#### The problem
How many lines of the data contain "Barros"? Reply with the number alone.

#### Dataset excerpts
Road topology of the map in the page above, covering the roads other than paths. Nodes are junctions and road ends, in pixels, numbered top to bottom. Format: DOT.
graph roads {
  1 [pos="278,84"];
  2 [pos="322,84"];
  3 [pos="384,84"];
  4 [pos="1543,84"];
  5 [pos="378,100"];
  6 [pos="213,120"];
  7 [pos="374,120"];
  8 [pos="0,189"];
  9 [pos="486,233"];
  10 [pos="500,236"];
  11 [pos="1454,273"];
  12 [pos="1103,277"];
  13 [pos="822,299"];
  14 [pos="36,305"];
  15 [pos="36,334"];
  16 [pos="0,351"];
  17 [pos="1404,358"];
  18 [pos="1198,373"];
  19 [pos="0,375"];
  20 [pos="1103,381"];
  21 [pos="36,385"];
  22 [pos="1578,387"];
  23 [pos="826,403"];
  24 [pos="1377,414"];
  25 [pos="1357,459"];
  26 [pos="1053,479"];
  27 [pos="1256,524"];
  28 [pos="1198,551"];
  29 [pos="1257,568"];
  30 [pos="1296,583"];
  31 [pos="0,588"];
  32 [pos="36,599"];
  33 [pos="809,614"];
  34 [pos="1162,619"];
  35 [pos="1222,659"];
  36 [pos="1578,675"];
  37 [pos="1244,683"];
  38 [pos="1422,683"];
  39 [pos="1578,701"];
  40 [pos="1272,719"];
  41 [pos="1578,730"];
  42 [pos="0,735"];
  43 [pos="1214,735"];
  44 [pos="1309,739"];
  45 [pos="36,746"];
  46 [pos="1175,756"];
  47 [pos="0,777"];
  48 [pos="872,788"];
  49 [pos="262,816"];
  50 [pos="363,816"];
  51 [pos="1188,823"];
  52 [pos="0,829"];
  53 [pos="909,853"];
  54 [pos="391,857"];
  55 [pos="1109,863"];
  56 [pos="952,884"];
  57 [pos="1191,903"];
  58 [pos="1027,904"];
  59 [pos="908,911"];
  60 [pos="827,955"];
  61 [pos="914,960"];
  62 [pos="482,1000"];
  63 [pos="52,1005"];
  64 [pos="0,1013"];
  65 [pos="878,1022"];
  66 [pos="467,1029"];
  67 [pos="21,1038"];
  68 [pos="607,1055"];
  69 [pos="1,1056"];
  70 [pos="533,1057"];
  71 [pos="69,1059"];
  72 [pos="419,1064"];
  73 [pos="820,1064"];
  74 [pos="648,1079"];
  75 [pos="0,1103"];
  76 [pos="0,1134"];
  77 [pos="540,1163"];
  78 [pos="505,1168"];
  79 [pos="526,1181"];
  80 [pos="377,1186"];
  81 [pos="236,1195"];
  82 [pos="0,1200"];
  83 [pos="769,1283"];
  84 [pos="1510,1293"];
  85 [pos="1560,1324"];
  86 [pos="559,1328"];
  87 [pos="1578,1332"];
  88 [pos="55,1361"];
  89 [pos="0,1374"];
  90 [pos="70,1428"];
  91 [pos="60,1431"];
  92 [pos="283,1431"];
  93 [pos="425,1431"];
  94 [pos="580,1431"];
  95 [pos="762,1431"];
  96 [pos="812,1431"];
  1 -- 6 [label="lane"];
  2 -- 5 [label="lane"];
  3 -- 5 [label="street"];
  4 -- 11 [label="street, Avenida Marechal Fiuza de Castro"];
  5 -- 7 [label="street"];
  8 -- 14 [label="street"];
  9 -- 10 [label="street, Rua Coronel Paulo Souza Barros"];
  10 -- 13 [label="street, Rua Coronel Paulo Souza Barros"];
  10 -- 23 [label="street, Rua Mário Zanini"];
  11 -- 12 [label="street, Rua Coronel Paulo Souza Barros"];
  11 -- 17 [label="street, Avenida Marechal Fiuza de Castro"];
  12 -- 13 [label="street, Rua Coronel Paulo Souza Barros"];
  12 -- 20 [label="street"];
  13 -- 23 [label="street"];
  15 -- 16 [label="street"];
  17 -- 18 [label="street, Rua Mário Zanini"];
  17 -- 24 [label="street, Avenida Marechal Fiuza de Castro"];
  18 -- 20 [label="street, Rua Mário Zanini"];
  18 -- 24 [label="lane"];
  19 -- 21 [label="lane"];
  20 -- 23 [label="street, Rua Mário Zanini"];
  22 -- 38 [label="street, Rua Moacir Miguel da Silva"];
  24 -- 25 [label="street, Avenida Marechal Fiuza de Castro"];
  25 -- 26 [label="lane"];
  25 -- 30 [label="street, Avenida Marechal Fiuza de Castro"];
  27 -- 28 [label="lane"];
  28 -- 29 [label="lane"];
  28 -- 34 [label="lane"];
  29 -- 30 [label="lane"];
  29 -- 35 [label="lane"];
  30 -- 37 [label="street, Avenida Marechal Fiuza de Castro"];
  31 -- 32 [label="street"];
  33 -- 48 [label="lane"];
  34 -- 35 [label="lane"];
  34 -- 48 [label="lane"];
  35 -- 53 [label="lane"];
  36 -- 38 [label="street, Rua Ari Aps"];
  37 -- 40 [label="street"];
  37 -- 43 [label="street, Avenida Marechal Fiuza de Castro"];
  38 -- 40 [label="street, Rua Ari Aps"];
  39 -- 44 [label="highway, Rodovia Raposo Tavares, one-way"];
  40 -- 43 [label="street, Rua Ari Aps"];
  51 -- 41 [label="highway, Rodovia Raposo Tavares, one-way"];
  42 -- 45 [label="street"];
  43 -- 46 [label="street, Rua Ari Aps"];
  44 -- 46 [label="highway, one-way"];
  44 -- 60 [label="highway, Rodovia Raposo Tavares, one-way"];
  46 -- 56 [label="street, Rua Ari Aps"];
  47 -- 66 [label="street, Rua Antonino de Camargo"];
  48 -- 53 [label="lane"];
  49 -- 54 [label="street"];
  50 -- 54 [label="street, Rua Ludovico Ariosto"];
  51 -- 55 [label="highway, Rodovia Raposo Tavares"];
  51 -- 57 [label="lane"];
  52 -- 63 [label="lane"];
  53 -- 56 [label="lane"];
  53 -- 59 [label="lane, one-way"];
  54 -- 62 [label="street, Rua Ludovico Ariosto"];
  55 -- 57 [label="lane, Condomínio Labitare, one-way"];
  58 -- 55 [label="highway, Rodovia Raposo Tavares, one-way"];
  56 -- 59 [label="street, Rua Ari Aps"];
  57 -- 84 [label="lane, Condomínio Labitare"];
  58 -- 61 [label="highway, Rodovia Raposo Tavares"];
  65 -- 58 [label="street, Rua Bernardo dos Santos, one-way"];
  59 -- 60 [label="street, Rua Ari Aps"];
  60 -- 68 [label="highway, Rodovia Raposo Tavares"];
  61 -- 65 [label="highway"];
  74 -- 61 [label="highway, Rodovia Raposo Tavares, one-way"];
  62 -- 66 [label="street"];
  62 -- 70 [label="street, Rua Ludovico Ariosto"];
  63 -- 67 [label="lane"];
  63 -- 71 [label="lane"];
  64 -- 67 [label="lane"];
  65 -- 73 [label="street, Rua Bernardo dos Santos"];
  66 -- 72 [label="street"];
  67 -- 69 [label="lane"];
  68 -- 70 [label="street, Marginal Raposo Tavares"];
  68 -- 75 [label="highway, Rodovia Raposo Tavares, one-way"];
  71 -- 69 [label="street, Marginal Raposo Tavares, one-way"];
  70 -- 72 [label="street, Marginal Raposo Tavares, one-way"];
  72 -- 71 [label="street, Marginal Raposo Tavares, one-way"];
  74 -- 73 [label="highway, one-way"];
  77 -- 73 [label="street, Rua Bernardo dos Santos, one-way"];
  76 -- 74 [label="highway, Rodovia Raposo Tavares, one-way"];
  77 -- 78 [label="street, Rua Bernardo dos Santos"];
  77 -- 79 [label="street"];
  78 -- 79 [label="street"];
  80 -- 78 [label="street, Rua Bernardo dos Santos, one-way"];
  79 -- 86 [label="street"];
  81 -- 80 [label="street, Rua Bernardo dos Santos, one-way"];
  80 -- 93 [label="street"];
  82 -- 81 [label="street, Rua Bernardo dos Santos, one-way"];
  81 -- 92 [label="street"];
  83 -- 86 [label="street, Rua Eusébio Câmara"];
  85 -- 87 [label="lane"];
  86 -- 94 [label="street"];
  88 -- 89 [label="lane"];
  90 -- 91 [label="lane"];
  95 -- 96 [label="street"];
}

#### Task response
4